Functional identification of vagal sensory neurons innervating the liver

Proper integration and transportation of interoceptive signals from organs to the brain via the vagus nerve appear to be critical for psychological experiences ranging from a variety of feelings and emotions to motivations and adaptive behaviors. Individuals with psychological disorders, including depression and bipolar disorder experience changes in eating behavior in addition to low mood. It has been thought that loss or increase of appetite in individuals with psychological disorders and substance abuse disorders results from disruptions in central reward and interoceptive neurocircuits. This proposal will perform functional analysis using neural anatomical tracing combined with physiological and behavioral analysis of the vagal sensory neural circuit that senses and integrates interoceptive signals in the liver. Each vagal sensory neuron has a central brainstem terminal. A population of catecholaminergic cells in the nucleus tractus solitarius (NTS) receives input from liver-projecting vagal afferent neurons. These catecholaminergic neurons control glucoprivic feeding. Additionally, a subset of inhibitory neurons in the NTS regulate hepatic glucose production via preganglionic parasympathetic neurons. A subgroup of liver-projecting vagal sensory neurons can respond to changes in blood glucose and transmit this information to the neurons in the NTS. Intriguingly, a population of orexigenic neurons in the arcuate nucleus of the hypothalamus and a subgroup of appetite-suppressing neurons in the parabrachial nucleus receive synaptic inputs from catecholaminergic neurons in the NTS. These appetite-regulating neurons appear to project to the structures implicated in depression and emotion.

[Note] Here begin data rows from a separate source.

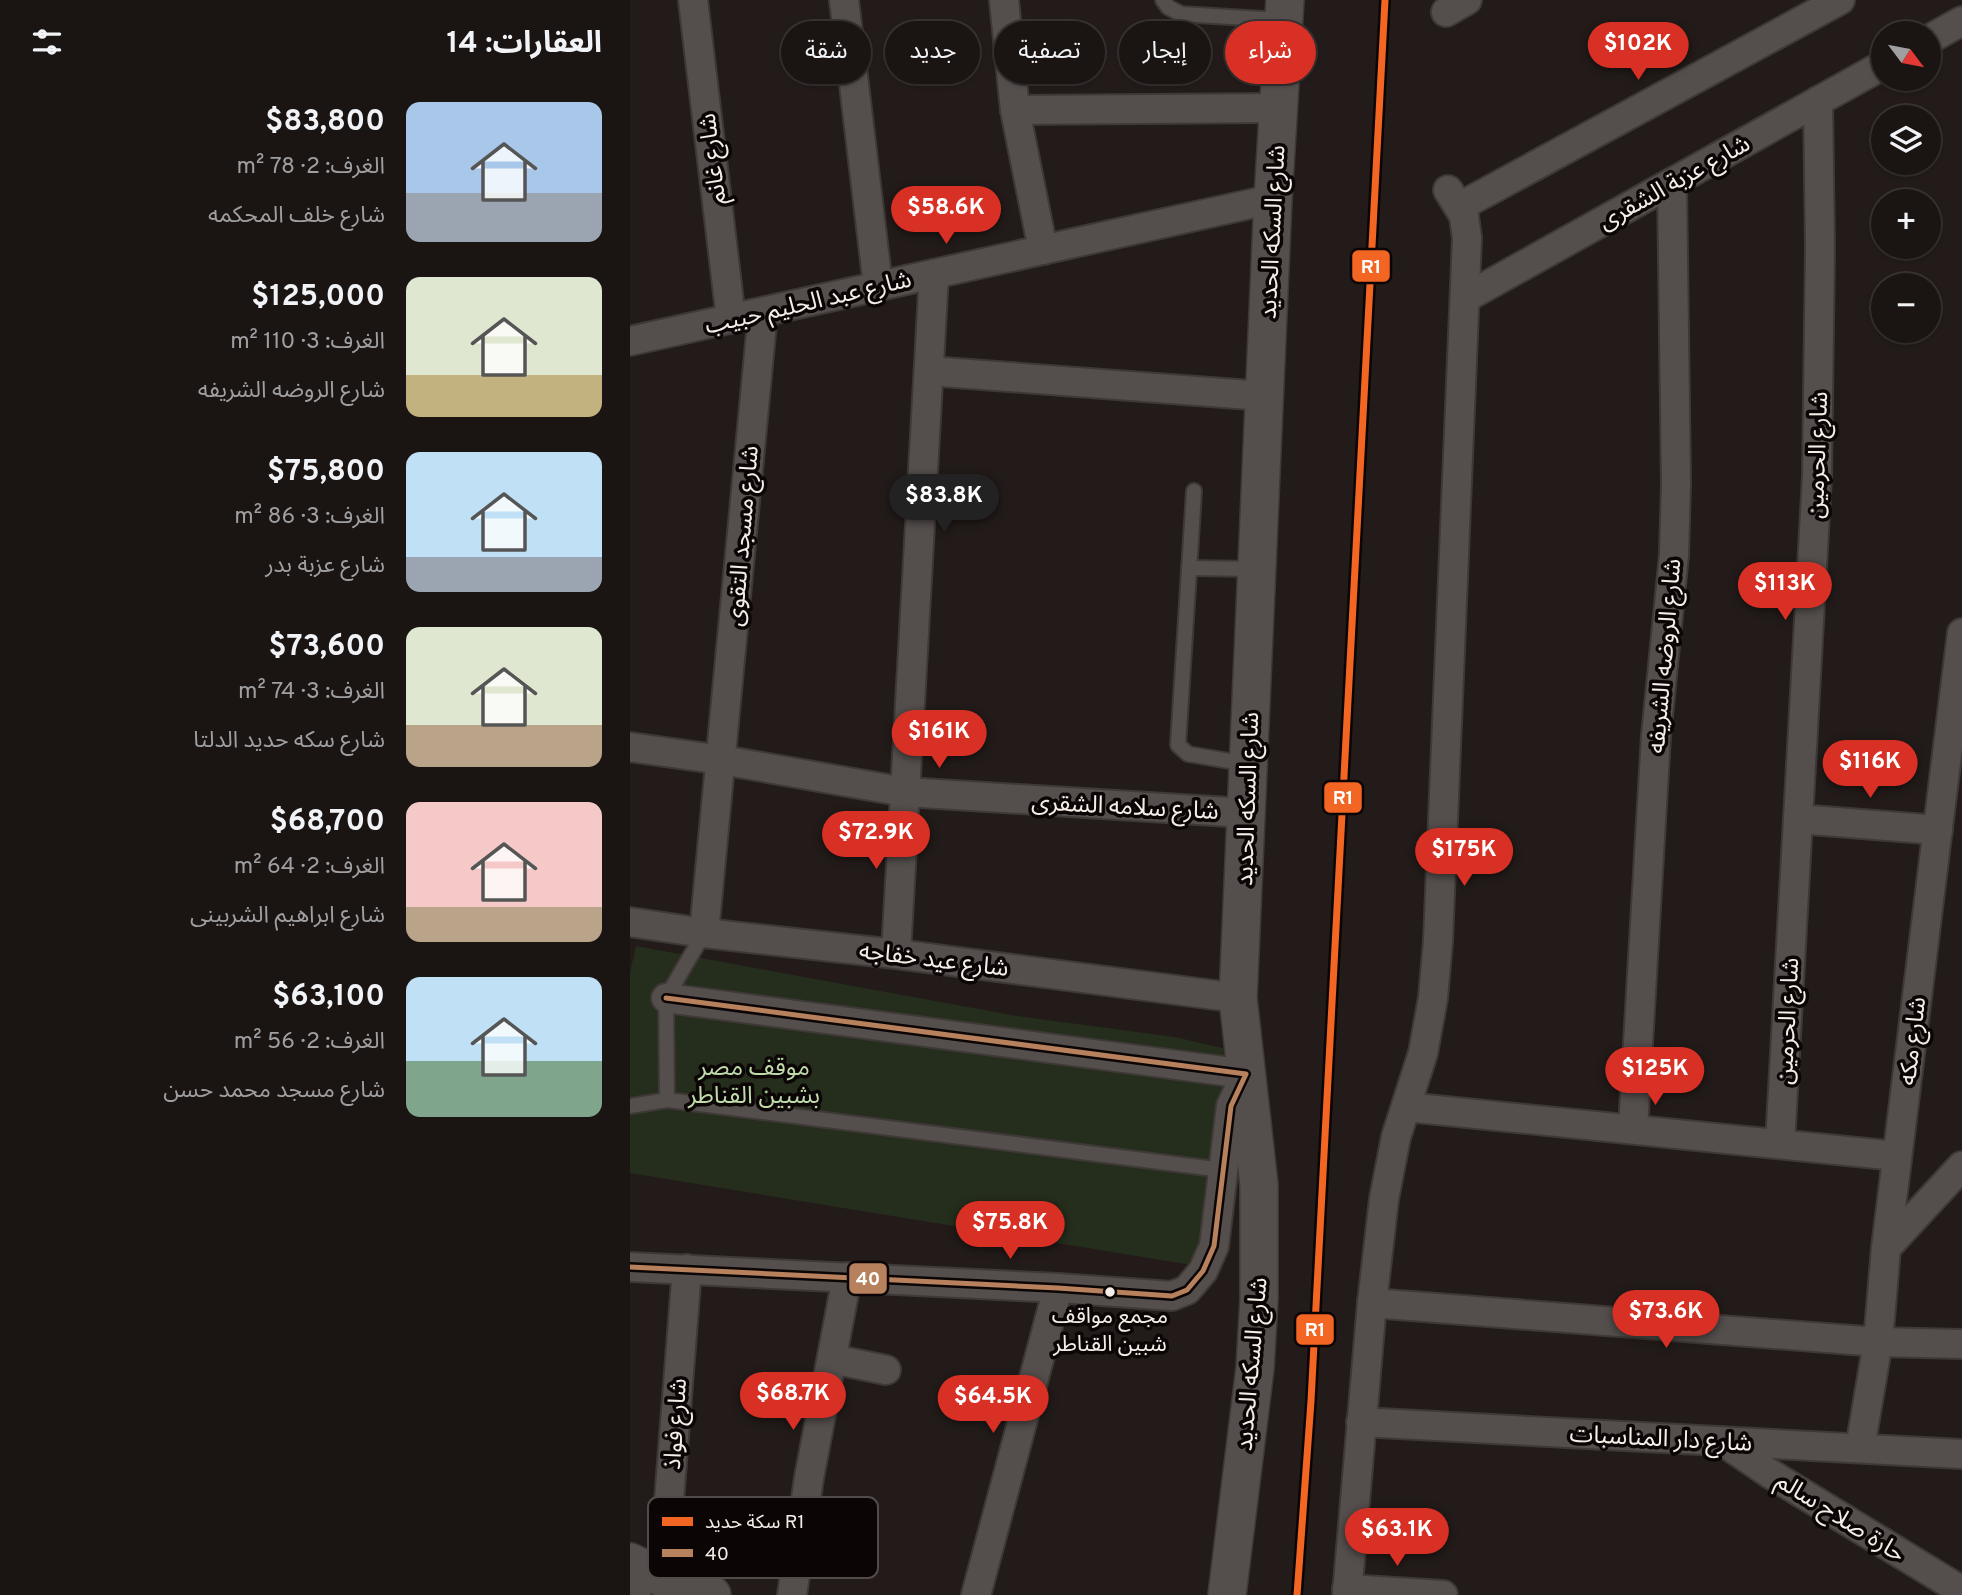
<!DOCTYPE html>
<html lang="ar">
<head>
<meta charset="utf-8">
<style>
	:root { --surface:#1a1413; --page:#231d1c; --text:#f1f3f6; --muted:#9f9ea0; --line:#383333; --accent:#d93025 }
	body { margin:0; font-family:Overpass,"Noto Sans Arabic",sans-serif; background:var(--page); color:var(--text); direction:rtl; height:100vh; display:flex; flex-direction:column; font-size:26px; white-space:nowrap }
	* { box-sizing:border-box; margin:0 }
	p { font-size:23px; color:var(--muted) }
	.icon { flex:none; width:38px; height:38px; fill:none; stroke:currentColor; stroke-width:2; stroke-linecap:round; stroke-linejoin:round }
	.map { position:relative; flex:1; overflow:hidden; direction:ltr }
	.panel { display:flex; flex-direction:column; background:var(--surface); width:630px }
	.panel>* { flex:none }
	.guide { position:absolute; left:21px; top:21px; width:665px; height:63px; direction:rtl; display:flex; gap:14px }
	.needle { width:46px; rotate:122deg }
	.fabs { position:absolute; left:1241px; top:21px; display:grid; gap:14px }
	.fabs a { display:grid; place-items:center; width:70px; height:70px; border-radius:50%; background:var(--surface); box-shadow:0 2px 5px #0004,0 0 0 2px var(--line); font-size:35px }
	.price { position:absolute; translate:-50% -60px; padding:0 16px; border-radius:24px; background:var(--accent); color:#fff; font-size:23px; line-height:46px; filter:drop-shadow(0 2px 4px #0008) }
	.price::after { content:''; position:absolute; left:50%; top:42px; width:21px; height:16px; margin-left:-10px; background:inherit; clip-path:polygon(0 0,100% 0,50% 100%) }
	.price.current { background:#222; color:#fff }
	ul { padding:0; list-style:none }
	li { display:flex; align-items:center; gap:21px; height:175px; padding:0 28px }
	li span { display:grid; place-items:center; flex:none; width:196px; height:140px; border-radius:14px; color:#555 }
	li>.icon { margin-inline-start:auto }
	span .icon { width:84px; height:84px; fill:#fffc; stroke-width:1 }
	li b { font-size:30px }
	h2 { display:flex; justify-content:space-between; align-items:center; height:84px; padding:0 28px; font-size:30px }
	.chip { padding:0 24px; border-radius:32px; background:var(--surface); box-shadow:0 2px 5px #0004,0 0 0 2px var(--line); font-size:24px; line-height:63px }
	.chip.current { background:var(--accent); color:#fff }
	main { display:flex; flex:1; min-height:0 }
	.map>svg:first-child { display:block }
	.green { fill:#252d1c }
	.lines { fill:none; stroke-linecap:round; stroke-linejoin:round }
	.service-casing { stroke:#3e3936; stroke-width:18 }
	.minor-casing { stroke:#3e3936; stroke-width:32 }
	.tertiary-casing { stroke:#3e3936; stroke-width:40 }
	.service { stroke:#544f4d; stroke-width:14 }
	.minor { stroke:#544f4d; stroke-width:28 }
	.tertiary { stroke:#544f4d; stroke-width:37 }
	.bus-1-casing { stroke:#0b0605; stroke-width:10 }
	.bus-1 { stroke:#b6815c; stroke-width:5 }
	.rail-1-casing { stroke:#0b0605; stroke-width:12 }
	.rail-1 { stroke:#f26522; stroke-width:7 }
	.bus-dot { fill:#f6ede9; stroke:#0b0605; stroke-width:2.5 }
	.labels { text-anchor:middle; stroke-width:7; stroke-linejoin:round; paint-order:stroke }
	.bus-label { font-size:22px; fill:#f6ede9; stroke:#0b0605 }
	.street-label { font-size:24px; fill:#f6ede9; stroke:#0b0605 }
	.park-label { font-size:24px; fill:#bfdba9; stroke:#0b0605 }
	.key { fill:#0b0605; stroke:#524b49; stroke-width:2 }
	.key-label { font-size:19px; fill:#f6ede9 }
	.line-badge { stroke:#0b0605; stroke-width:2.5 }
	.badge-label { font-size:19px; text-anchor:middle; font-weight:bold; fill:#fff }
</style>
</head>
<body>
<main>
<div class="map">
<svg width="1332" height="1595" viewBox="0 0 1332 1595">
	<rect width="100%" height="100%" fill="#221b19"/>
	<path class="green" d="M6 946 387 1016 545 1037 614 1053 592 1270 0 1173V972Z"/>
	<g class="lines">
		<defs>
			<g id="service">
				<path d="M533 0 538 7 551 14 652 20"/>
				<path d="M564 491 548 745 558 754 617 764"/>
				<path d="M559 568 625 569"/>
				<path d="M37 1100 36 998 74 933"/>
				<path d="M0 1106 37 1100 593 1170"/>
			</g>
			<g id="minor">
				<path d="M63 0 101 319"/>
				<path d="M214 0 248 286"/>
				<path d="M374 0 385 110 413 250"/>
				<path d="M816 12 837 0"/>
				<path d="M1298 40 1332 21"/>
				<path d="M385 110 648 108"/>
				<path d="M829 207 1210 0"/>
				<path d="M835 298 1253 65"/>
				<path d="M0 341 643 199"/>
				<path d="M299 371 634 396"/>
				<path d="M0 747 92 760 275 792 616 813"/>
				<path d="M1168 819 1308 830"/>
				<path d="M0 922 74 933 266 954 608 998"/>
				<path d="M74 933 133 312"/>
				<path d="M266 954 304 274"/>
				<path d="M776 1107 1267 1156"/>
				<path d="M1003 1129 1026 736 1044 555 1046 483 1042 183"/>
				<path d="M1150 1144 1187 477 1190 248 1188 101"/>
				<path d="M1256 1248 1332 1166"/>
				<path d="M0 1267 428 1288 542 1296 557 1290 573 1271 584 1246 601 1106 616 1074 36 998"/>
				<path d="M742 1303 1248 1342 1332 1344"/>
				<path d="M202 1359 256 1370"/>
				<path d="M731 1422 1332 1454"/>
				<path d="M1092 1441 1139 1473 1332 1591"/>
				<path d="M1230 1448 1248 1342 1256 1248 1332 633"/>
				<path d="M33 1578 57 1269"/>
				<path d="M717 1589 813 1595"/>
				<path d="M162 1595 179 1478 217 1277"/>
				<path d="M346 1595 428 1288"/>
				<path d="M717 1595 742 1303 754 1199 766 1137 793 1053 803 998 808 941 837 238 834 216 818 190"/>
			</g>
			<g id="tertiary">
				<path d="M0 1562 33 1578 82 1595"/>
				<path d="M0 1594 2 1595"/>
				<path d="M597 1595 625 1368 629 1299V1185L608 998 643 199 655 0"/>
			</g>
		</defs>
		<use href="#service" class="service-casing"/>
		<use href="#minor" class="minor-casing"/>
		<use href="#tertiary" class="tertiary-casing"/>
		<use href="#service" class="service"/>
		<use href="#minor" class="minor"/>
		<use href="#tertiary" class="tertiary"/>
		<defs>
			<path id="bus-1" d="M0 1267 428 1288 542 1296 557 1290 573 1271 584 1246 601 1106 616 1074 36 998"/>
		</defs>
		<use href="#bus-1" class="bus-1-casing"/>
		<use href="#bus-1" class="bus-1"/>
		<defs>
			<path id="rail-1" d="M667 1595 681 1401 755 0"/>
		</defs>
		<use href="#rail-1" class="rail-1-casing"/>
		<use href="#rail-1" class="rail-1"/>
	</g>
	<circle class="bus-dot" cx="480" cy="1292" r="6"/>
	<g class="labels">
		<g class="bus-label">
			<text x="480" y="1323">مجمع مواقف<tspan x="480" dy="28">شبين القناطر</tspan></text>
		</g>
		<g class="street-label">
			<text transform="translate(82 159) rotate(-97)" y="8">شارع غانم</text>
			<text transform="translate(1044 182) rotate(-29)" y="8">شارع عزبة الشقرى</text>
			<text transform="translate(642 232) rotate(-87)" y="8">شارع السكه الحديد</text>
			<text transform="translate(178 302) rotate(-13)" y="8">شارع عبد الحليم حبيب</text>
			<text transform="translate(1187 455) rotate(-88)" y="8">شارع الحرمين</text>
			<text transform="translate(112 536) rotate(-85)" y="8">شارع مسجد التقوى</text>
			<text transform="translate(1034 656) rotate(-85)" y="8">شارع الروضه الشريفه</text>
			<text transform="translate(617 799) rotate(-88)" y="8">شارع السكه الحديد</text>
			<text transform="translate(495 806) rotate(3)" y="8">شارع سلامه الشقرى</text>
			<text transform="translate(304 959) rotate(7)" y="8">شارع عيد خفاجه</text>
			<text transform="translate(1157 1021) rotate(-87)" y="8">شارع الحرمين</text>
			<text transform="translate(1282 1041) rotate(-83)" y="8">شارع مكه</text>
			<text transform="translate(621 1364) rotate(-85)" y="8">شارع السكه الحديد</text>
			<text transform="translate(45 1424) rotate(-86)" y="8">شارع فواذ</text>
			<text transform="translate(1031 1438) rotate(3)" y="8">شارع دار المناسبات</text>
			<text transform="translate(1211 1517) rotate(32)" y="8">حارة صلاح سالم</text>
		</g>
		<g class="park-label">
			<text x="124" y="1075">موقف مصر<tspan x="124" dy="28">بشبين القناطر</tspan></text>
		</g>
	</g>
	<rect x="18" y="1497" width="230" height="81" rx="10" class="key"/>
	<rect x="32" y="1517" width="31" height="9" fill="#f26522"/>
	<rect x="32" y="1549" width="31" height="8" fill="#b6815c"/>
	<g class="key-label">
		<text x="75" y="1528">سكة حديد R1</text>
		<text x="75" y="1560">40</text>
	</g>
	<g class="line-badge">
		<rect x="721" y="249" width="40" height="34" rx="7" fill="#f26522"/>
		<rect x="693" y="781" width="40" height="33" rx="7" fill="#f26522"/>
		<rect x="218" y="1262" width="40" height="33" rx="7" fill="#b6815c"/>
		<rect x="665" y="1313" width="40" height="33" rx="7" fill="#f26522"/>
	</g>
	<g class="badge-label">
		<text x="741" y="273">R1</text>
		<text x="713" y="804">R1</text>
		<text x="238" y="1285">40</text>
		<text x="685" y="1336">R1</text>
	</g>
</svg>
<div class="fabs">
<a><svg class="needle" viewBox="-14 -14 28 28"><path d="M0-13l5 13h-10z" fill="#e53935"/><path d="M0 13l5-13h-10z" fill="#9f9ea0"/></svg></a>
<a><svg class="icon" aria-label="layers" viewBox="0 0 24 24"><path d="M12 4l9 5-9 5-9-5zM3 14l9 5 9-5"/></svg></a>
<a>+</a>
<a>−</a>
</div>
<b class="price" style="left:1008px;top:82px">$102K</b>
<b class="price" style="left:316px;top:246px">$58.6K</b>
<b class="price current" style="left:314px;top:534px">$83.8K</b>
<b class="price" style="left:1155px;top:622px">$113K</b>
<b class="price" style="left:309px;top:770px">$161K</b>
<b class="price" style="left:1240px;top:800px">$116K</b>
<b class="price" style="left:246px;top:871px">$72.9K</b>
<b class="price" style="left:834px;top:888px">$175K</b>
<b class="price" style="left:1025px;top:1107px">$125K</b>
<b class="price" style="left:380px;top:1261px">$75.8K</b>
<b class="price" style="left:1036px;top:1350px">$73.6K</b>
<b class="price" style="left:163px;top:1432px">$68.7K</b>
<b class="price" style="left:363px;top:1435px">$64.5K</b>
<b class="price" style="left:767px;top:1568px">$63.1K</b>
<div class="guide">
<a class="chip current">شراء</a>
<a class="chip">إيجار</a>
<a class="chip">تصفية</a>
<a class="chip">جديد</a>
<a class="chip">شقة</a>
</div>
</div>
<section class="panel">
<h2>العقارات: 14<svg class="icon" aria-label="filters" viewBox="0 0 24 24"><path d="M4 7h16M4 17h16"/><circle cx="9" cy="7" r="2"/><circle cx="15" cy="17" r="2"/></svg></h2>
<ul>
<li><span style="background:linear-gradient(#a9c7e8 65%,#9aa5b1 0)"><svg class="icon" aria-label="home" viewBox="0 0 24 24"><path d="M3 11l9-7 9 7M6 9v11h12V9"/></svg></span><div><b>$83,800</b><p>الغرف: 2 · 78 m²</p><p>شارع خلف المحكمه</p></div></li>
<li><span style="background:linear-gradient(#dfe7d0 70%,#c2b280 0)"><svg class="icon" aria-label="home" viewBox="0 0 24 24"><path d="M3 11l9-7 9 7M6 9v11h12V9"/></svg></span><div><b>$125,000</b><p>الغرف: 3 · 110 m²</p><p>شارع الروضه الشريفه</p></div></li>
<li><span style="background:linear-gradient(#bfe0f5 75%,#9aa5b1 0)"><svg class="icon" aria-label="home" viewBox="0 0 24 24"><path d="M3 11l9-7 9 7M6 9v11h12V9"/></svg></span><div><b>$75,800</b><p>الغرف: 3 · 86 m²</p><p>شارع عزبة بدر</p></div></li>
<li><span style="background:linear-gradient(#dfe7d0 70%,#b9a48a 0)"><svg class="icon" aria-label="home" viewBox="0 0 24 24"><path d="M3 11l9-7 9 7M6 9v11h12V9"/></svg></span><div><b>$73,600</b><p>الغرف: 3 · 74 m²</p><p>شارع سكه حديد الدلتا</p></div></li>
<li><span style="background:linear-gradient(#f6c9c9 75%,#b9a48a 0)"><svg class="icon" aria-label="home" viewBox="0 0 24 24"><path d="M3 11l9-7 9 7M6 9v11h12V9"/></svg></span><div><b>$68,700</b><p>الغرف: 2 · 64 m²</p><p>شارع ابراهيم الشربينى</p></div></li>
<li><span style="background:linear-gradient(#bfe0f5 60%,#7fa58c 0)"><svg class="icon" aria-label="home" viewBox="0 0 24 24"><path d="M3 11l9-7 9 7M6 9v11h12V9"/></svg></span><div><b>$63,100</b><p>الغرف: 2 · 56 m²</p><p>شارع مسجد محمد حسن</p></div></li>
</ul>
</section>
</main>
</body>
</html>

Therefore, we propose that a liver-brain neural circuit is essential for ingestive behaviors and that this neural circuit also plays a vital role in brain functions, particularly psychological disorders, including depression and bipolar disorder. Studies in Aim 1 will determine the molecular and cellular identity of liver-projecting vagal sensory neurons. Experiments in Aim 2 will examine the functional consequences of the loss-of-function of a liver-brain neural circuit. Our proposal will have the potential to provide novel information on how nutrient and hormonal vagal afferent signals from the liver act on the CNS to drive appetitive and consummatory aspects of motivated feeding and reward behavior.